The direct tax committee would release its report on 15 August and the government would immediately review its recommendations, announced Finance Minister Nirmala Sitharaman while speaking at a Confederation of Indian Industry (CII) interaction.
The committee was earlier expected to submit the report on 31 July.
The report pertains to a new direct taxation code which will replace the Income Tax Act, 1961 currently followed for direct taxation matters.
As per media reports, the new direct taxation code would aim at simplifying the complex laws into simpler codes with lower rates, exemptions and tax slabs. This reform is expected to chiefly benefit people in the 20 per cent tax slab for incomes between Rs 5 to Rs 10 lakh.
It has been necessitated in light of a digital economy, new business models and global regulations to check offshoring.
Incidentally, the Narendra Modi led NDA government has already implemented various direct tax code recommendations made to the erstwhile UPA government.
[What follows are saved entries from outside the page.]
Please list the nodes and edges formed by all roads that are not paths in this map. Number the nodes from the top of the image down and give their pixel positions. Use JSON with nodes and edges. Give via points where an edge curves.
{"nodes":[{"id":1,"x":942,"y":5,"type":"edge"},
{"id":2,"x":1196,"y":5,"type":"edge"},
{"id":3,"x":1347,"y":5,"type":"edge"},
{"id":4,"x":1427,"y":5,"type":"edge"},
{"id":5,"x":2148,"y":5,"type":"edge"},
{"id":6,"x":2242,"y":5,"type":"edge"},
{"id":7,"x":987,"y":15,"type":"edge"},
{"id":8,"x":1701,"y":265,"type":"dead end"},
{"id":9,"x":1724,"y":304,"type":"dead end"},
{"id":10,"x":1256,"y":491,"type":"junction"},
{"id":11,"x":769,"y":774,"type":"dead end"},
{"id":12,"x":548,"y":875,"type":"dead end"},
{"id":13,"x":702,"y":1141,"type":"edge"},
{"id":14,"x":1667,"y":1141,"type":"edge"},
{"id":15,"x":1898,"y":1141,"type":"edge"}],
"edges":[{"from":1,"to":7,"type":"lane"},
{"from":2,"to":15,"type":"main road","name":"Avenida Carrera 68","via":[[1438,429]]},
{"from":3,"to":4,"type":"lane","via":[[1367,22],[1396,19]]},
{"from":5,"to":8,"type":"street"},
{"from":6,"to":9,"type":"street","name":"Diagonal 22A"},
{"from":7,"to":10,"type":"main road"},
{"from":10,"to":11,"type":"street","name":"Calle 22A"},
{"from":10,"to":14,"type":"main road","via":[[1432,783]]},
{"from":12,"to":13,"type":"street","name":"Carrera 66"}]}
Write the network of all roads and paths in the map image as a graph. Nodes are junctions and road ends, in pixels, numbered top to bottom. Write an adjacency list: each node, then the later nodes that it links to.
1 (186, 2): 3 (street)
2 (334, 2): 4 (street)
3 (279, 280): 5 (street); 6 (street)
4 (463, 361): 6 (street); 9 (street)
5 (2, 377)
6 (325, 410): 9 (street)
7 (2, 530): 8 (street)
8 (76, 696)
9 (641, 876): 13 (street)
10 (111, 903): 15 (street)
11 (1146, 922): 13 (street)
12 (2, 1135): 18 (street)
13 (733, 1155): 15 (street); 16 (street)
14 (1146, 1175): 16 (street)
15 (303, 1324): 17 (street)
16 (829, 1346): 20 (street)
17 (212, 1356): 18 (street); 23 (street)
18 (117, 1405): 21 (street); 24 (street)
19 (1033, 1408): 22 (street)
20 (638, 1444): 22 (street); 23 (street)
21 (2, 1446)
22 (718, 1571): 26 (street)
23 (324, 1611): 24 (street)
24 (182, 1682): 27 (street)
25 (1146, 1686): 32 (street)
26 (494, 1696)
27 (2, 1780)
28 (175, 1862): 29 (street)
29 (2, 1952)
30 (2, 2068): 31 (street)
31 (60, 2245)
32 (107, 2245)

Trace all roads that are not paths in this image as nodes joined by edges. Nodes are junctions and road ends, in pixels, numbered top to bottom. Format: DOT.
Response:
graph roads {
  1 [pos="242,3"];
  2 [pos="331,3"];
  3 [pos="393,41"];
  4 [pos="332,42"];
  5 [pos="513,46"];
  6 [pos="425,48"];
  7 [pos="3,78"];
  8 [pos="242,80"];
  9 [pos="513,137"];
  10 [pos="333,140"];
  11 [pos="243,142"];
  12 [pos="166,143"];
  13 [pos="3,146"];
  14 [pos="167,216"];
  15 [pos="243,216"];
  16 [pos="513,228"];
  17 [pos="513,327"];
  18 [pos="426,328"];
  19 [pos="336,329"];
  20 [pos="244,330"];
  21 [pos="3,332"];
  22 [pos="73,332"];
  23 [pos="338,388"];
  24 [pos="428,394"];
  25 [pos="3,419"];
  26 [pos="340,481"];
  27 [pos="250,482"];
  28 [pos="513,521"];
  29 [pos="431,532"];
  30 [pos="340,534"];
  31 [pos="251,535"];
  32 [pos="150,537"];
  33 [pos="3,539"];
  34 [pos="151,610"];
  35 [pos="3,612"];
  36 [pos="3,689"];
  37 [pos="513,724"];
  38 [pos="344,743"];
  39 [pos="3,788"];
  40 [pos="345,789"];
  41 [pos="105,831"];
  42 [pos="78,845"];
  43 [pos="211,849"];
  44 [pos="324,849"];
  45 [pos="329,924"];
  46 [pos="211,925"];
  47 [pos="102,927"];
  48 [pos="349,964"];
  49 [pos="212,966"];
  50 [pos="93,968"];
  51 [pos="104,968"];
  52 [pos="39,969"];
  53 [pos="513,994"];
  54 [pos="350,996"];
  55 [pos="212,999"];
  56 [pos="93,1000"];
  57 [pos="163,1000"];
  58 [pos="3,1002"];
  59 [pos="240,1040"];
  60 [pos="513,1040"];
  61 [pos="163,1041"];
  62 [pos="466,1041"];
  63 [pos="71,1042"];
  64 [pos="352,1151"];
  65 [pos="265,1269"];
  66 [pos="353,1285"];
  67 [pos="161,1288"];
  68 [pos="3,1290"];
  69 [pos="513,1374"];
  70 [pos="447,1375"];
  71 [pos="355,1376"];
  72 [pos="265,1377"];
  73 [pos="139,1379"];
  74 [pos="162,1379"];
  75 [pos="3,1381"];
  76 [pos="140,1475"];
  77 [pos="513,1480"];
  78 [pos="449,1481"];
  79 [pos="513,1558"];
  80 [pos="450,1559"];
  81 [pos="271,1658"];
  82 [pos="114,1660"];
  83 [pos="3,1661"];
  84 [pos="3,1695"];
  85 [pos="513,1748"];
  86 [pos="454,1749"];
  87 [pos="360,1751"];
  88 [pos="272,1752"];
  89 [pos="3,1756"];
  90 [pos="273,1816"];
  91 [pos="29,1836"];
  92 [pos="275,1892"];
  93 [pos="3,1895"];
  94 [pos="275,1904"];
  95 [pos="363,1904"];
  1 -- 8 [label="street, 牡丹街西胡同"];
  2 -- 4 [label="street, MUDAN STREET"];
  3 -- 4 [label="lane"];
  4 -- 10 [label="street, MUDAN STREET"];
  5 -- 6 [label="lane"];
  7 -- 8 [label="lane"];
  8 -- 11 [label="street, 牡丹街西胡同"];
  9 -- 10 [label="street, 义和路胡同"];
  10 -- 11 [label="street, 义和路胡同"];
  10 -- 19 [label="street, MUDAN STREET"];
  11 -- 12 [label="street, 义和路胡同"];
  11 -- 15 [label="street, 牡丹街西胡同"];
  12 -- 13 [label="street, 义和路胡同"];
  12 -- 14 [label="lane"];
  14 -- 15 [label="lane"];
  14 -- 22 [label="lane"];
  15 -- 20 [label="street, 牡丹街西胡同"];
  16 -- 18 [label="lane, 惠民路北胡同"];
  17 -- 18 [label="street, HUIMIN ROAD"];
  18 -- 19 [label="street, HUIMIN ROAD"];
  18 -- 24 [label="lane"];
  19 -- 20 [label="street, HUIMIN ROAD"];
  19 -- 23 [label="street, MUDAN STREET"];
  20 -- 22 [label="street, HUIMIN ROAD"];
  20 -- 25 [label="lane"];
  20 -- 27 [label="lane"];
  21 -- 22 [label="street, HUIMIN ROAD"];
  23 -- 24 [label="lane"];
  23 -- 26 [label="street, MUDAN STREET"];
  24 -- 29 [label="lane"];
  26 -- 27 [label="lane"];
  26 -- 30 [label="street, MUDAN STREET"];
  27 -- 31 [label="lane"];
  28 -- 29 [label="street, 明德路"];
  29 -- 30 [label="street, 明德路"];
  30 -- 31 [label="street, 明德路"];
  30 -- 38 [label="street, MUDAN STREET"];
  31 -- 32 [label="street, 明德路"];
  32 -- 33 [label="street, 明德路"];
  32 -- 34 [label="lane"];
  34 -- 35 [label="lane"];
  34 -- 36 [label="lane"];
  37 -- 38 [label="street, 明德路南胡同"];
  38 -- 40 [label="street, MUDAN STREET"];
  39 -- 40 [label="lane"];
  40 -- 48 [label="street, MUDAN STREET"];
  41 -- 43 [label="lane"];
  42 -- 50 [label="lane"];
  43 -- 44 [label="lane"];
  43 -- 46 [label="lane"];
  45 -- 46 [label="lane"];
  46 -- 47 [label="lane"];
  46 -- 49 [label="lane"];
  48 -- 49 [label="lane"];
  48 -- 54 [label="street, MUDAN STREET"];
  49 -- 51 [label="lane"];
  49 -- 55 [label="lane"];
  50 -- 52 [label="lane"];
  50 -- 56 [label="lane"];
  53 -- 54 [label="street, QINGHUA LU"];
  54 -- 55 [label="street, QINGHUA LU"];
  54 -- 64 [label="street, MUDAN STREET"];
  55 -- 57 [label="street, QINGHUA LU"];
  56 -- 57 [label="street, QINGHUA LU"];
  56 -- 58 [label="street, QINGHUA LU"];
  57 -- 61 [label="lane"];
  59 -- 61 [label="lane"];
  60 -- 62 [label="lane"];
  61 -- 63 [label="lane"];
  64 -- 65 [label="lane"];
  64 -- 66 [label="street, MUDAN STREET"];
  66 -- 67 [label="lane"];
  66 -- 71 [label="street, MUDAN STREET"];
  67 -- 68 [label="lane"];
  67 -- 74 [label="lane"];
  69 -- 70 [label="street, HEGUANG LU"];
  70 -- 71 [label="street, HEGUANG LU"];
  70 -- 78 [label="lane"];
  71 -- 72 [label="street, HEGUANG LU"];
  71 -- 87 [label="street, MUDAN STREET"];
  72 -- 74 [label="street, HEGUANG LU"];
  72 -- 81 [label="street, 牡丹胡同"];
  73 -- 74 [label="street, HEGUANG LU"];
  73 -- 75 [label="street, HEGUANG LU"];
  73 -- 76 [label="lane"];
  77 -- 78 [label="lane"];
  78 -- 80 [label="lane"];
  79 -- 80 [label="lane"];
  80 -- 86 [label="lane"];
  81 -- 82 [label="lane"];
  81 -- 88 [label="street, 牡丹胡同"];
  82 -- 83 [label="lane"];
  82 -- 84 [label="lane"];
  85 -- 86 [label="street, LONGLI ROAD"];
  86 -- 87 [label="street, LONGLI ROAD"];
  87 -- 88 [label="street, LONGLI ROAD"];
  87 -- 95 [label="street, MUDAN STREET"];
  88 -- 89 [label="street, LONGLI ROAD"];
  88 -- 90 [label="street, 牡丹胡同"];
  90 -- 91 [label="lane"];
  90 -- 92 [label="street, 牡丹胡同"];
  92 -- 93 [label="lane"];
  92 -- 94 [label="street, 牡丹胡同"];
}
These implementations include lowering the corporate tax rate, phasing out tax exemptions, and implementing General Anti-Avoidance Rules.
It was recently reported that the Central Board of Direct Taxes (CBDT) had decided to expand the ambit of the direct tax committee report by including its views on five more areas namely:
- Faceless and anonymous verification, scrutiny and assessments
- Reduction of litigation and brisk disposal of appeals
- Sharing of information between various tax verticals like Goods and Service Tax, Customs and CBDT
- Simplifying the process to reduce compliance burden
- System based cross verification of financial transactions
As stated by Prime Minister Modi, the direct taxation code needs to be written while keeping in mind India’s needs and at the same time keeping up with changing global practices.
It has been speculated that the report which was initially supposed to be submitted by March 2018, would call for tax integration to eliminate double taxation. It would also seek to rationalise tax breaks so that they only constitute for around 5 to 6 per cent of the GDP.
This report when submitted, would be studied by the Finance Ministry, the revenue department and CBDT who would suggest changes before any final decision is taken.